--- START ---
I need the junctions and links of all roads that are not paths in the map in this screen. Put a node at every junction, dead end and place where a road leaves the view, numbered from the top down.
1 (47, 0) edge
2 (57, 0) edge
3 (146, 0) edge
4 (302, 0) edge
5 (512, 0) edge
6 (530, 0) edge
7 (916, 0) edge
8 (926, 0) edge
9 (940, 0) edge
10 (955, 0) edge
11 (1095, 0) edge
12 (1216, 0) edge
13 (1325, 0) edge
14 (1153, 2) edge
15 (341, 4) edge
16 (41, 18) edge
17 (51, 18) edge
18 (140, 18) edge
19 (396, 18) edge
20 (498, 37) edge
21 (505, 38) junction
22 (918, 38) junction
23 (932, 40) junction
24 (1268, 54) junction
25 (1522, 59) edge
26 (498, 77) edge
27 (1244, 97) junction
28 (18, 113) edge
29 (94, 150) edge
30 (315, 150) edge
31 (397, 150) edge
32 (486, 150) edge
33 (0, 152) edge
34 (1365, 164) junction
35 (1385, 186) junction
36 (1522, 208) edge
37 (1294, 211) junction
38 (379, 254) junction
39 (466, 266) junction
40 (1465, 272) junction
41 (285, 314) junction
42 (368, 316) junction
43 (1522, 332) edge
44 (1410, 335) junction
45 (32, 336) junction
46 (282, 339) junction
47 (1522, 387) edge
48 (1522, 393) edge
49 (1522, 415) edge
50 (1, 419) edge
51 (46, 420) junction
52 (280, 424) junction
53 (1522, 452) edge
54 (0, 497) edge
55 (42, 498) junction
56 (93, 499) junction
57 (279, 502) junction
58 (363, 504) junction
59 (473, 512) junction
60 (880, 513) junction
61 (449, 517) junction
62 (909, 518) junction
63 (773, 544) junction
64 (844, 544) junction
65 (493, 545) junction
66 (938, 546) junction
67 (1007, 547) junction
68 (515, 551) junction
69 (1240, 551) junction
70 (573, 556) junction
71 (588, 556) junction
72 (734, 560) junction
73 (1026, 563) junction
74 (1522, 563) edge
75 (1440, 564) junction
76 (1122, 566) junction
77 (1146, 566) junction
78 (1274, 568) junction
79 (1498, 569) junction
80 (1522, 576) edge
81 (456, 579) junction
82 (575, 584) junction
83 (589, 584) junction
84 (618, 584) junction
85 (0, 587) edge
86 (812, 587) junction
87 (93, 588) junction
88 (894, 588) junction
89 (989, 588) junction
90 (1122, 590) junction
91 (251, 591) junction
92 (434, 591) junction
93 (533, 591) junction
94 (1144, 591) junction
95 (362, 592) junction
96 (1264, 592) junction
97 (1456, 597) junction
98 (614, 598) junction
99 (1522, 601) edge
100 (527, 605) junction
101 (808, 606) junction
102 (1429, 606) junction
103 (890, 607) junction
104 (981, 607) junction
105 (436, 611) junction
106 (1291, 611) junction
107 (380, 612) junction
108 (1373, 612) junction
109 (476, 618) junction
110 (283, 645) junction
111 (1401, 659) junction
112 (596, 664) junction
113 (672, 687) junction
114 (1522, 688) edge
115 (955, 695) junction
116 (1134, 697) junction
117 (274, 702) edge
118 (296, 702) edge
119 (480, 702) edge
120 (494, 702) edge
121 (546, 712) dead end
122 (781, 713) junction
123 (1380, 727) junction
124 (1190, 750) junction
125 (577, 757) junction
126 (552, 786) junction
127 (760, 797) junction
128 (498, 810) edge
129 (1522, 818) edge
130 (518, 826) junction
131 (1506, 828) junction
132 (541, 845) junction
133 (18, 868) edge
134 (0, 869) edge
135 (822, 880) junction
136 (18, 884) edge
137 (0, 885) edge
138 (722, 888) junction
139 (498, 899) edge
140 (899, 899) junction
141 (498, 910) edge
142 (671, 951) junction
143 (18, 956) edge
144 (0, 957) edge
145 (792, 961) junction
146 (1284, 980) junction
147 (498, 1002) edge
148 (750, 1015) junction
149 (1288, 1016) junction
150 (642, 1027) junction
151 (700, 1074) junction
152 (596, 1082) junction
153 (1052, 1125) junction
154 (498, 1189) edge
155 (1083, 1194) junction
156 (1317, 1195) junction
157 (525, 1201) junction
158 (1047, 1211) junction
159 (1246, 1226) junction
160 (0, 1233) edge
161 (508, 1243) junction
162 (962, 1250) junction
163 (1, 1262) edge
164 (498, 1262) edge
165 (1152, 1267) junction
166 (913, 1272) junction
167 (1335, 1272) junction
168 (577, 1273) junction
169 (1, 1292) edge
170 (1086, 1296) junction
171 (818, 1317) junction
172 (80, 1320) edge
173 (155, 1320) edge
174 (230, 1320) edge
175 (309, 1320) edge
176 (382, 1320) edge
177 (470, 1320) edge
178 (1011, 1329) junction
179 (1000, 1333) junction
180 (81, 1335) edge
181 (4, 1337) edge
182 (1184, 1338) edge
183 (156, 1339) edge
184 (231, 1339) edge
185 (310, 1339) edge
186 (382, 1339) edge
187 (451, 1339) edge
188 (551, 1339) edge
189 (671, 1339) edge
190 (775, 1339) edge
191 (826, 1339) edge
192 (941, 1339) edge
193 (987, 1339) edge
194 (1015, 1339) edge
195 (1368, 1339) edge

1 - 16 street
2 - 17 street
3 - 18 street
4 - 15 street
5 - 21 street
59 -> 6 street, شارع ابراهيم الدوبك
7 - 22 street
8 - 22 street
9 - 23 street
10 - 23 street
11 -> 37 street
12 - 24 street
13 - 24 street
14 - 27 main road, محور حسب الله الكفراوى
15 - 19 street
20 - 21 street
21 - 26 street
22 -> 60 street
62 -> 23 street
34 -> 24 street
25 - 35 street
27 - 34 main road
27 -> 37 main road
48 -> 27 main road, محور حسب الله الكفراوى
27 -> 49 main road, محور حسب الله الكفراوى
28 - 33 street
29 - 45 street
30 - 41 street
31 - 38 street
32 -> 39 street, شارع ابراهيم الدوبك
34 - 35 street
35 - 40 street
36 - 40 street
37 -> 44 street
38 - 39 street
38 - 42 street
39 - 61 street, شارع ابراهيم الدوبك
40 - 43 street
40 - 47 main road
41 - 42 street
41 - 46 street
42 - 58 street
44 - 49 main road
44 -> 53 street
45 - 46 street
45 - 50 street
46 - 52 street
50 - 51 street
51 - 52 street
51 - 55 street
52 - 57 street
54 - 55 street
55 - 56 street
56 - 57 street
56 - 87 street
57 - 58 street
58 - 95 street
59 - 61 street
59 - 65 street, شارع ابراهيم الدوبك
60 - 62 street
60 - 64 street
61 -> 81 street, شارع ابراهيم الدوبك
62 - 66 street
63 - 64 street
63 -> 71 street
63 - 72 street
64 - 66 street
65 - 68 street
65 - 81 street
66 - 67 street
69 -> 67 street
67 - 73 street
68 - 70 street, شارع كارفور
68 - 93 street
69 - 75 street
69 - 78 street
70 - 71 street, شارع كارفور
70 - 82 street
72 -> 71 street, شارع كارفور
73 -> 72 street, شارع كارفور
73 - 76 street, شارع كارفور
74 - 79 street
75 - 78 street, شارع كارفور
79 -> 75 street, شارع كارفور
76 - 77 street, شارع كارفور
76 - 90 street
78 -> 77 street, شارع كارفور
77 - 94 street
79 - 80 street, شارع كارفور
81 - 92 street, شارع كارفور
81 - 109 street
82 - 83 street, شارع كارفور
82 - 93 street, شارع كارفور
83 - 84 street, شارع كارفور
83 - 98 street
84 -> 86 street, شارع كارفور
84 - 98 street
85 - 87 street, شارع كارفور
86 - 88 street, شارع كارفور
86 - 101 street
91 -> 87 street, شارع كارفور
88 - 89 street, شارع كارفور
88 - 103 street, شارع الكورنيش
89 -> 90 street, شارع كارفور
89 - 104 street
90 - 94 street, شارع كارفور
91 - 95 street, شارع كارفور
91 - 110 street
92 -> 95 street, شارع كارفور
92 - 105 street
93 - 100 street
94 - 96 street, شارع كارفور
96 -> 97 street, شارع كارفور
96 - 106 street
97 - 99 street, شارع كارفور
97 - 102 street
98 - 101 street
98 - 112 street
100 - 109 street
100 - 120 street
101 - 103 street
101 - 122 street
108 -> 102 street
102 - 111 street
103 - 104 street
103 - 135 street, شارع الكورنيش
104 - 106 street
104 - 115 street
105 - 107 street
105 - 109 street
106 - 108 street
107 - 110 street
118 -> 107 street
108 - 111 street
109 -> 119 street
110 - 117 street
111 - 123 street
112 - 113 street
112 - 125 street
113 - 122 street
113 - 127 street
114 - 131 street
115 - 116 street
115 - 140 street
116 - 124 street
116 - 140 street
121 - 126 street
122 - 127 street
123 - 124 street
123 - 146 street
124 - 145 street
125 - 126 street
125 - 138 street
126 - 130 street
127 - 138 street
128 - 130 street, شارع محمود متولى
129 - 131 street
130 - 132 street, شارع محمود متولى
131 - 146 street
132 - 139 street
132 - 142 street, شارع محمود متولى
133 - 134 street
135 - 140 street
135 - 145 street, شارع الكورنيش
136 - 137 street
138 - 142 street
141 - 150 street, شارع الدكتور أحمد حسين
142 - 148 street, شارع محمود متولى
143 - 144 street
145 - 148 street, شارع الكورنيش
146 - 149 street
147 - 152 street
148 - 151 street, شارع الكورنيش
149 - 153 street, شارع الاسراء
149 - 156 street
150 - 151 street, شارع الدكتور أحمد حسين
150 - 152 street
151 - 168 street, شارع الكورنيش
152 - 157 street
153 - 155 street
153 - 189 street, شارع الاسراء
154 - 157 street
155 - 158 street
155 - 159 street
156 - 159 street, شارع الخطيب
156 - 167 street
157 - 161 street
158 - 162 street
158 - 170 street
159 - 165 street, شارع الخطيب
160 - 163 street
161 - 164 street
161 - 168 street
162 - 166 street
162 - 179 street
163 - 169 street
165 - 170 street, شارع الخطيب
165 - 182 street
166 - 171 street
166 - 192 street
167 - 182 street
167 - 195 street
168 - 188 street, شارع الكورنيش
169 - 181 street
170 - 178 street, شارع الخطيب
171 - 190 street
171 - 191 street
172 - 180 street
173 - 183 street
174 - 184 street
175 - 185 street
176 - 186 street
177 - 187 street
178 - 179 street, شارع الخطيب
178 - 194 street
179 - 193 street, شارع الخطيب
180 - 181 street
--- END ---
→ Exercise description: Gather up, from the records above, each line where the word "main" appears.

→ Your response:
14 - 27 main road, محور حسب الله الكفراوى
27 - 34 main road
27 -> 37 main road
48 -> 27 main road, محور حسب الله الكفراوى
27 -> 49 main road, محور حسب الله الكفراوى
40 - 47 main road
44 - 49 main road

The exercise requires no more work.